** What the exercise asks **
Using the listing below, count every line that contains the word "Партизана"; respond with the count alone.

-------

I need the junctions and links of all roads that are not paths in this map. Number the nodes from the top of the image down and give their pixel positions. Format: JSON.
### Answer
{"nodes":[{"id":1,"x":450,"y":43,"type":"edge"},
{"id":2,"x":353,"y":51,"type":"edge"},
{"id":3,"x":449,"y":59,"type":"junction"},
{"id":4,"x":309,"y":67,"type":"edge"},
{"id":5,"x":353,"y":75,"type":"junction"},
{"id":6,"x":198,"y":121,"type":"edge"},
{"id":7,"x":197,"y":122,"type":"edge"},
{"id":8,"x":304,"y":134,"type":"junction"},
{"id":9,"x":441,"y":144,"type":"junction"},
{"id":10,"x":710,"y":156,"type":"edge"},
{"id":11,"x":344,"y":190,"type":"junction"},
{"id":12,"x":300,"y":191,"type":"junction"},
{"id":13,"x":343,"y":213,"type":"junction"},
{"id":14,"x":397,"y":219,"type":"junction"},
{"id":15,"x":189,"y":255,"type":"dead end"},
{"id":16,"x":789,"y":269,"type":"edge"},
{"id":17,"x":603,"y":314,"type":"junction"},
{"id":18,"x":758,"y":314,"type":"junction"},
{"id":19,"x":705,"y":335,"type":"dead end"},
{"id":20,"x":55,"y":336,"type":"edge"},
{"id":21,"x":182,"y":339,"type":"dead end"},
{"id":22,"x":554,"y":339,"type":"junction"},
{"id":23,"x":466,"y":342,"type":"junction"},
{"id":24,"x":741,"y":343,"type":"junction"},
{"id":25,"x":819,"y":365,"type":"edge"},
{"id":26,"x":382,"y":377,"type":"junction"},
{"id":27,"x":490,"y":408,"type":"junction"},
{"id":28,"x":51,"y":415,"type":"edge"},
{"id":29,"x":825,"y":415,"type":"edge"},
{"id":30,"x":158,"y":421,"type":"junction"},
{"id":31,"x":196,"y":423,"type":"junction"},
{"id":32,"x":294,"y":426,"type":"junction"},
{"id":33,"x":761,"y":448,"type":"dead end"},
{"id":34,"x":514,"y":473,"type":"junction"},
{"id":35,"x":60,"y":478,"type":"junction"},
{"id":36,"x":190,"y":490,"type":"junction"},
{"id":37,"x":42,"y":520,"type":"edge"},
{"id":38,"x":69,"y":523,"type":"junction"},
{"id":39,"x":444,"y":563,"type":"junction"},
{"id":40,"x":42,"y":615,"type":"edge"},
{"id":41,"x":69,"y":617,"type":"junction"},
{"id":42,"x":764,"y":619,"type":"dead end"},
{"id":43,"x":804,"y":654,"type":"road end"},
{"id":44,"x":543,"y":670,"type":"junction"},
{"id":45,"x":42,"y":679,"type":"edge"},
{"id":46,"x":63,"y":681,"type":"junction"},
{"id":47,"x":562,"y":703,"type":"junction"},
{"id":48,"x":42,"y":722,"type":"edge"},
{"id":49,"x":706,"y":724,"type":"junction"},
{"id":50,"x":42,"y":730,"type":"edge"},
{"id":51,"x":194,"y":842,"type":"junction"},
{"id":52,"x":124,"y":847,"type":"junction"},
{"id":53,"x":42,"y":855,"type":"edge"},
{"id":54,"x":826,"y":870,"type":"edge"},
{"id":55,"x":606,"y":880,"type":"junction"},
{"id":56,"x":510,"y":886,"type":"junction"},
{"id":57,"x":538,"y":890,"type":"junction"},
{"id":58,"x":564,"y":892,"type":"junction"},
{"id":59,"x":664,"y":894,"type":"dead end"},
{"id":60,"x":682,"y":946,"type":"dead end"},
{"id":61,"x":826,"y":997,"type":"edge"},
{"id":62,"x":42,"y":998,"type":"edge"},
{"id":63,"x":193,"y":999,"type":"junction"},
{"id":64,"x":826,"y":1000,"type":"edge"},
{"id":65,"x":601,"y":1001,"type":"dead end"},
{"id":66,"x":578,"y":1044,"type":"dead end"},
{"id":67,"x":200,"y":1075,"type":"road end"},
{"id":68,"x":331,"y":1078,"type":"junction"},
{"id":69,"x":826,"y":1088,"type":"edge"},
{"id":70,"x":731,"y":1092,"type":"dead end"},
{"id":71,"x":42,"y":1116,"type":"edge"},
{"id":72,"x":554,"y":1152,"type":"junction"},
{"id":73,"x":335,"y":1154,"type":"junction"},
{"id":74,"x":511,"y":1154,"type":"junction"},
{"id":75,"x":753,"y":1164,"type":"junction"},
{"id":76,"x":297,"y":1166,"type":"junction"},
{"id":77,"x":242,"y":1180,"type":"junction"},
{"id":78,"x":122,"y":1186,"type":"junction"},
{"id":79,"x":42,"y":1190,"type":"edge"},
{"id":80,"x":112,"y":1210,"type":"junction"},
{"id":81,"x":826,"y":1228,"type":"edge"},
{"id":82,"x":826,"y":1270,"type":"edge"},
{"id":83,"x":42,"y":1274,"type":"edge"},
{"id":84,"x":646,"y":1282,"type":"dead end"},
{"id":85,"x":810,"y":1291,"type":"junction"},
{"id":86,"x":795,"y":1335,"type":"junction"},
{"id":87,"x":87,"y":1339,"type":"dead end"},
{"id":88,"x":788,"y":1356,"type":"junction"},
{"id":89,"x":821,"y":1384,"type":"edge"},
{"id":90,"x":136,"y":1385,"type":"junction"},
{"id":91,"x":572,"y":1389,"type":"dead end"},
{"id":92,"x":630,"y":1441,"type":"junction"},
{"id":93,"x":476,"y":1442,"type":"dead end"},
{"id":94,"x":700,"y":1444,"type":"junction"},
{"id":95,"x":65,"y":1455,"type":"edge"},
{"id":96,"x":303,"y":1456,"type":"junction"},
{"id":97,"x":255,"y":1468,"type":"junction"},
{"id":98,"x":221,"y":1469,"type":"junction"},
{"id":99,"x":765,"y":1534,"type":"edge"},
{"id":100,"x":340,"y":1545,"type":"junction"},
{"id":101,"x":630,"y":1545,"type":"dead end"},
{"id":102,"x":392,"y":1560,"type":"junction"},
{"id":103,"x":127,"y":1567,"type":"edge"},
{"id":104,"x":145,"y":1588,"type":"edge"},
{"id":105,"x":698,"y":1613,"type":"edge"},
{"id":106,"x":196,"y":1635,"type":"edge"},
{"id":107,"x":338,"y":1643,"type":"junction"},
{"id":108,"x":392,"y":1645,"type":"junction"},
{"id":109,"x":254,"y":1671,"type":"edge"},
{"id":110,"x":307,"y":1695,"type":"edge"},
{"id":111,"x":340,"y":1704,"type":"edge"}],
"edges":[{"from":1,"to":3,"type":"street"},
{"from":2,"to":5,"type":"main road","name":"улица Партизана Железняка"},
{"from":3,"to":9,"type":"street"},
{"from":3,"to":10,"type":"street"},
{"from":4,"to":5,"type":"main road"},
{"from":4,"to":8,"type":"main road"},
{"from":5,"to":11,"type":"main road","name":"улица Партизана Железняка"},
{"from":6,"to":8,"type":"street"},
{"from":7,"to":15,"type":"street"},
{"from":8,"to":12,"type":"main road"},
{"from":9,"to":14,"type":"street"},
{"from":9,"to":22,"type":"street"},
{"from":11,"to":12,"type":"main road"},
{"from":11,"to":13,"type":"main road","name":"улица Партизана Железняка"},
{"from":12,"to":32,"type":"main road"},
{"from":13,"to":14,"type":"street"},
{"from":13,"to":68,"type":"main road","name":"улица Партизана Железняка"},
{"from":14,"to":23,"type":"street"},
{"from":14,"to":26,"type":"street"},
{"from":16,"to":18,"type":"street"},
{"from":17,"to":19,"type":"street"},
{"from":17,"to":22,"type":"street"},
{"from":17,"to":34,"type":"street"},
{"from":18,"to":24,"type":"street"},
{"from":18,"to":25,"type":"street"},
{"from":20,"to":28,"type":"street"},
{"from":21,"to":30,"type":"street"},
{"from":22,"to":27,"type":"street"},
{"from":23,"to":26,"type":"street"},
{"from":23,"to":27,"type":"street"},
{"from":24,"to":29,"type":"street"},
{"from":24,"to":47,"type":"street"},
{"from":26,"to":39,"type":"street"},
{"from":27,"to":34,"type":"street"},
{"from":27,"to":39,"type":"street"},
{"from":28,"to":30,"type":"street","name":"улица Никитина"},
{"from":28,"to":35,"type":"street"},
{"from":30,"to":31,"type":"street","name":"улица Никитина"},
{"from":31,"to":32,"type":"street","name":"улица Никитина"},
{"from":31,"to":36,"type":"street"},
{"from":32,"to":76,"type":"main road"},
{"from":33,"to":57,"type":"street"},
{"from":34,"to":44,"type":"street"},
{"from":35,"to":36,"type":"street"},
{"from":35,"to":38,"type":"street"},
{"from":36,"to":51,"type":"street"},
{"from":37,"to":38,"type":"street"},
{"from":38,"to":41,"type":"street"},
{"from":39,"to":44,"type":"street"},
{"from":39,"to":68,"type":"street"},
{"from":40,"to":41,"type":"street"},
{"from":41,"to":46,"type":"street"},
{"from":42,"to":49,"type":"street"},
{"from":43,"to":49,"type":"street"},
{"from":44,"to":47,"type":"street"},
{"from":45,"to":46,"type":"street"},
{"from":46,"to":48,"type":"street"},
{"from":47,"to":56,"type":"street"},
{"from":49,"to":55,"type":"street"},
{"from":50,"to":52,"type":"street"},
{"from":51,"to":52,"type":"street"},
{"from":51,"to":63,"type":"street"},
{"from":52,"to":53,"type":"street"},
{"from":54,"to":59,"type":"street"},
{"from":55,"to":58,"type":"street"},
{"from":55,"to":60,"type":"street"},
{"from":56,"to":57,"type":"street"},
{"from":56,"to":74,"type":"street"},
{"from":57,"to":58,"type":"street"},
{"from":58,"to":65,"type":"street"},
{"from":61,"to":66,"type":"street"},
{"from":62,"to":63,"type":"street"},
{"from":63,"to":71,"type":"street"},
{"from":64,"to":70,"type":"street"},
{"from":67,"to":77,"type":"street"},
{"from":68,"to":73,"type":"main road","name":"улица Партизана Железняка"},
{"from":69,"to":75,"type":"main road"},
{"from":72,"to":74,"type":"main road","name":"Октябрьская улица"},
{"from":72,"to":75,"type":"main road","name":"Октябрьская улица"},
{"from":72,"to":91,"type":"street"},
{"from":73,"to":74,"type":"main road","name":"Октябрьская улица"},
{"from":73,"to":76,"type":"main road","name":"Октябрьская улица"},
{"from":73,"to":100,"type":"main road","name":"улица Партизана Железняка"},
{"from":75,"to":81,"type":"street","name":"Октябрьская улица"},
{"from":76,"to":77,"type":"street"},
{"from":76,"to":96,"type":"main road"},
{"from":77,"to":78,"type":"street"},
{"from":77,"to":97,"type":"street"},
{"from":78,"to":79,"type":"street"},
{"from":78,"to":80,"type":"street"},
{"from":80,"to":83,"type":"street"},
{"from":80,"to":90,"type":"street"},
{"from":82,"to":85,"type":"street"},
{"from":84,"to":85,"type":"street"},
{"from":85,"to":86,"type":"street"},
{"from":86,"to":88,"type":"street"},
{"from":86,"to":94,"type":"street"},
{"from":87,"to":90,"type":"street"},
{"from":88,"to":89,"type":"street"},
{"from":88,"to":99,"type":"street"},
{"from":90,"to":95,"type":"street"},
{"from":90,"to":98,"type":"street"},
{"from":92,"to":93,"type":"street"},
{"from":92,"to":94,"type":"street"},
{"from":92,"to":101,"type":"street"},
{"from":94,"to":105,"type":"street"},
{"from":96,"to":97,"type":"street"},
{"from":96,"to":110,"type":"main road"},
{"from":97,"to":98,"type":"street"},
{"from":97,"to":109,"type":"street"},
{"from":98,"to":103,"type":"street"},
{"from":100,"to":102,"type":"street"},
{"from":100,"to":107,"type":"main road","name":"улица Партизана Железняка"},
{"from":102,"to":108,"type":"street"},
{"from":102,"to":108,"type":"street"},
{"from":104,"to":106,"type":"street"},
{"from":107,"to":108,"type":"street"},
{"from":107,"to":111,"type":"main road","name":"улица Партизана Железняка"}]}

-------

** Expected answer **
8